What to produce: Find every line below with the word "main" in it, and copy each one.

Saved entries
==========
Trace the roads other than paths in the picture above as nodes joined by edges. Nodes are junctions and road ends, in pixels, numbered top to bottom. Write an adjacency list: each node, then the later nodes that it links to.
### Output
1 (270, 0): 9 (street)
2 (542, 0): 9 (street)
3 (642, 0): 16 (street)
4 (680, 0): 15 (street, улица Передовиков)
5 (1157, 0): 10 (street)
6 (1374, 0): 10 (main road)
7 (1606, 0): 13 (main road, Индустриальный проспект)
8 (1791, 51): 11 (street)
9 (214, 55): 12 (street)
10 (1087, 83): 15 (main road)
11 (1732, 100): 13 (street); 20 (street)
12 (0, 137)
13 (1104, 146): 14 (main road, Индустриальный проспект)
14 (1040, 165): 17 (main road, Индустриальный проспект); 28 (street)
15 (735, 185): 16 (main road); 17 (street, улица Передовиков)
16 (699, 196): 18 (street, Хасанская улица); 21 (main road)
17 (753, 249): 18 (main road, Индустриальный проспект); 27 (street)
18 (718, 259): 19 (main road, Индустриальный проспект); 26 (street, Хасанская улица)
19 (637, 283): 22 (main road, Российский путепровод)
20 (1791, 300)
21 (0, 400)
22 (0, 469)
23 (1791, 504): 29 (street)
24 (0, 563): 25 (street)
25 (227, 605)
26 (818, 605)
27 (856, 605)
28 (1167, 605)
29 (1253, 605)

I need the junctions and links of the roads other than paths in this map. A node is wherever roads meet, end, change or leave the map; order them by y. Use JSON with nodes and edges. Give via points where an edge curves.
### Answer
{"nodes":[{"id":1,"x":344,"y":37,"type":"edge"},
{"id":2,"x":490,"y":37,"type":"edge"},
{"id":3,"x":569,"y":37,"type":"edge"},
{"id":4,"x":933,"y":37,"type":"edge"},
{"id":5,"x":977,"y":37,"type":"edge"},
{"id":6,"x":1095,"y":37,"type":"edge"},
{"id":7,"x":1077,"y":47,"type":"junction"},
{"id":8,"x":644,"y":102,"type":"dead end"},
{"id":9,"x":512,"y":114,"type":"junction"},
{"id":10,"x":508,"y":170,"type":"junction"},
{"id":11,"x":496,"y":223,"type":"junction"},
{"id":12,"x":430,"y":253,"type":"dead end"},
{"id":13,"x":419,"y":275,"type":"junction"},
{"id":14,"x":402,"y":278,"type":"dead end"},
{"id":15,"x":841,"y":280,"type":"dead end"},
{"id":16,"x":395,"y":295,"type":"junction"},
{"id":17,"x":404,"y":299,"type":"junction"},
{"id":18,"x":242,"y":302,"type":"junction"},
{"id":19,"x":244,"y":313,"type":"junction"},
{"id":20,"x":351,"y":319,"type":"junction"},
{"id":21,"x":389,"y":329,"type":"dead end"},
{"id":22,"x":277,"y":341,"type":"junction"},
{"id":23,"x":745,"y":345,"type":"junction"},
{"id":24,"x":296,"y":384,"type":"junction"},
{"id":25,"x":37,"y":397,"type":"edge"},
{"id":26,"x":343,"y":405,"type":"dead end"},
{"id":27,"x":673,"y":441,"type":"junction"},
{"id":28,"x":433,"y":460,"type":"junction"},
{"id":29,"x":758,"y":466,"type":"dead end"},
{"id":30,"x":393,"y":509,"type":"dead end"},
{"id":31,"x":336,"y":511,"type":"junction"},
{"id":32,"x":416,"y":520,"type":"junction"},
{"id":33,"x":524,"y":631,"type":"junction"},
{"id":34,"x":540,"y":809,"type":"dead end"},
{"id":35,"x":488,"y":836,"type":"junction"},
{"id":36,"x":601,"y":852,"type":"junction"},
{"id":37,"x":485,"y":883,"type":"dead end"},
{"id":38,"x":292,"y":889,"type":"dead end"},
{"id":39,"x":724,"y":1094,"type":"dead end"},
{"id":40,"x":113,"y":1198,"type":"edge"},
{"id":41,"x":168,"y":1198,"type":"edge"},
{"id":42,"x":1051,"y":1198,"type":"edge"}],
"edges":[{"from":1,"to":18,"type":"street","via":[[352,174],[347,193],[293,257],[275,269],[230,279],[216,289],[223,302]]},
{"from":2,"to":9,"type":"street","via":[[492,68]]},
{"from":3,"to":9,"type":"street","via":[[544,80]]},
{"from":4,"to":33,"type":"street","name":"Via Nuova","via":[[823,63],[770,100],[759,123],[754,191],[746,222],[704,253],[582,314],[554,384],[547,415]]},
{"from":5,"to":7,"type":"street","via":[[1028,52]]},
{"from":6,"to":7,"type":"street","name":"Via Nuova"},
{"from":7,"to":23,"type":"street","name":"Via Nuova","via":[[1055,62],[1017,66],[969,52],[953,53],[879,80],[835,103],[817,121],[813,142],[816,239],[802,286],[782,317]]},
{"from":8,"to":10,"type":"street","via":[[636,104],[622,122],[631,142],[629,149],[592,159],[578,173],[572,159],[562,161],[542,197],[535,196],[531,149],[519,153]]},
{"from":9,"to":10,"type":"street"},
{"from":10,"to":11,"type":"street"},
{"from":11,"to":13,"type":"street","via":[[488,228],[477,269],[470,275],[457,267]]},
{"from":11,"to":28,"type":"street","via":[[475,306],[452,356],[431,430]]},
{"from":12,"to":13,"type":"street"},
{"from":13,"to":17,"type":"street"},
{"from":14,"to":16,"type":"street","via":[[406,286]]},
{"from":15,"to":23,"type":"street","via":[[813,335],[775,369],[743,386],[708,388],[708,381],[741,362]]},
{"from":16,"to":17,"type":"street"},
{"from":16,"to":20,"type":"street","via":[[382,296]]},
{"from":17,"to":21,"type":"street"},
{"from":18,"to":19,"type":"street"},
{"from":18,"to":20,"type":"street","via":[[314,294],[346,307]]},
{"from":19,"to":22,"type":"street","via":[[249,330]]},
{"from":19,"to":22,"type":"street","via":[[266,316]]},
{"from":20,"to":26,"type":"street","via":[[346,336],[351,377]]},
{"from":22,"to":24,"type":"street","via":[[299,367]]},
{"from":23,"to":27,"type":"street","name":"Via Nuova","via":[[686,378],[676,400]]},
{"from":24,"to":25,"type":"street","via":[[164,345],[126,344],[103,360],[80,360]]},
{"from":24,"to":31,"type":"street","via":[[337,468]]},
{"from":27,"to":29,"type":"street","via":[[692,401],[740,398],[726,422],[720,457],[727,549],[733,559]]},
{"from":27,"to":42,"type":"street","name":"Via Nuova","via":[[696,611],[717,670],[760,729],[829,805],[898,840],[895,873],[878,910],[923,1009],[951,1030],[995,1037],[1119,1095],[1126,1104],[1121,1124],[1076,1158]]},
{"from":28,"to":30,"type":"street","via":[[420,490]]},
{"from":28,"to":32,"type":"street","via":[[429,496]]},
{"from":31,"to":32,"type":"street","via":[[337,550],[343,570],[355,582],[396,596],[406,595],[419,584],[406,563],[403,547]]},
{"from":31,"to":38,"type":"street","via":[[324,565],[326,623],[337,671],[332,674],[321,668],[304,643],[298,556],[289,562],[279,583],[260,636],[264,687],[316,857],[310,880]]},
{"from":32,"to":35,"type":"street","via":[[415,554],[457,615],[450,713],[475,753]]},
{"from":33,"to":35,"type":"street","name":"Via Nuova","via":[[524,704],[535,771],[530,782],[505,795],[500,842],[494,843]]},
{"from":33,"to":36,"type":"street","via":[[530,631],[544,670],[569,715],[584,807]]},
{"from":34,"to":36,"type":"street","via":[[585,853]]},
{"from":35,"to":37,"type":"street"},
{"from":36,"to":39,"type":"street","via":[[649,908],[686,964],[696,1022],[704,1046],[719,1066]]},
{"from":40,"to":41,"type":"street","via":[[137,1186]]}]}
==========
Exercise output:
6 (1374, 0): 10 (main road)
7 (1606, 0): 13 (main road, Индустриальный проспект)
10 (1087, 83): 15 (main road)
13 (1104, 146): 14 (main road, Индустриальный проспект)
14 (1040, 165): 17 (main road, Индустриальный проспект); 28 (street)
15 (735, 185): 16 (main road); 17 (street, улица Передовиков)
16 (699, 196): 18 (street, Хасанская улица); 21 (main road)
17 (753, 249): 18 (main road, Индустриальный проспект); 27 (street)
18 (718, 259): 19 (main road, Индустриальный проспект); 26 (street, Хасанская улица)
19 (637, 283): 22 (main road, Российский путепровод)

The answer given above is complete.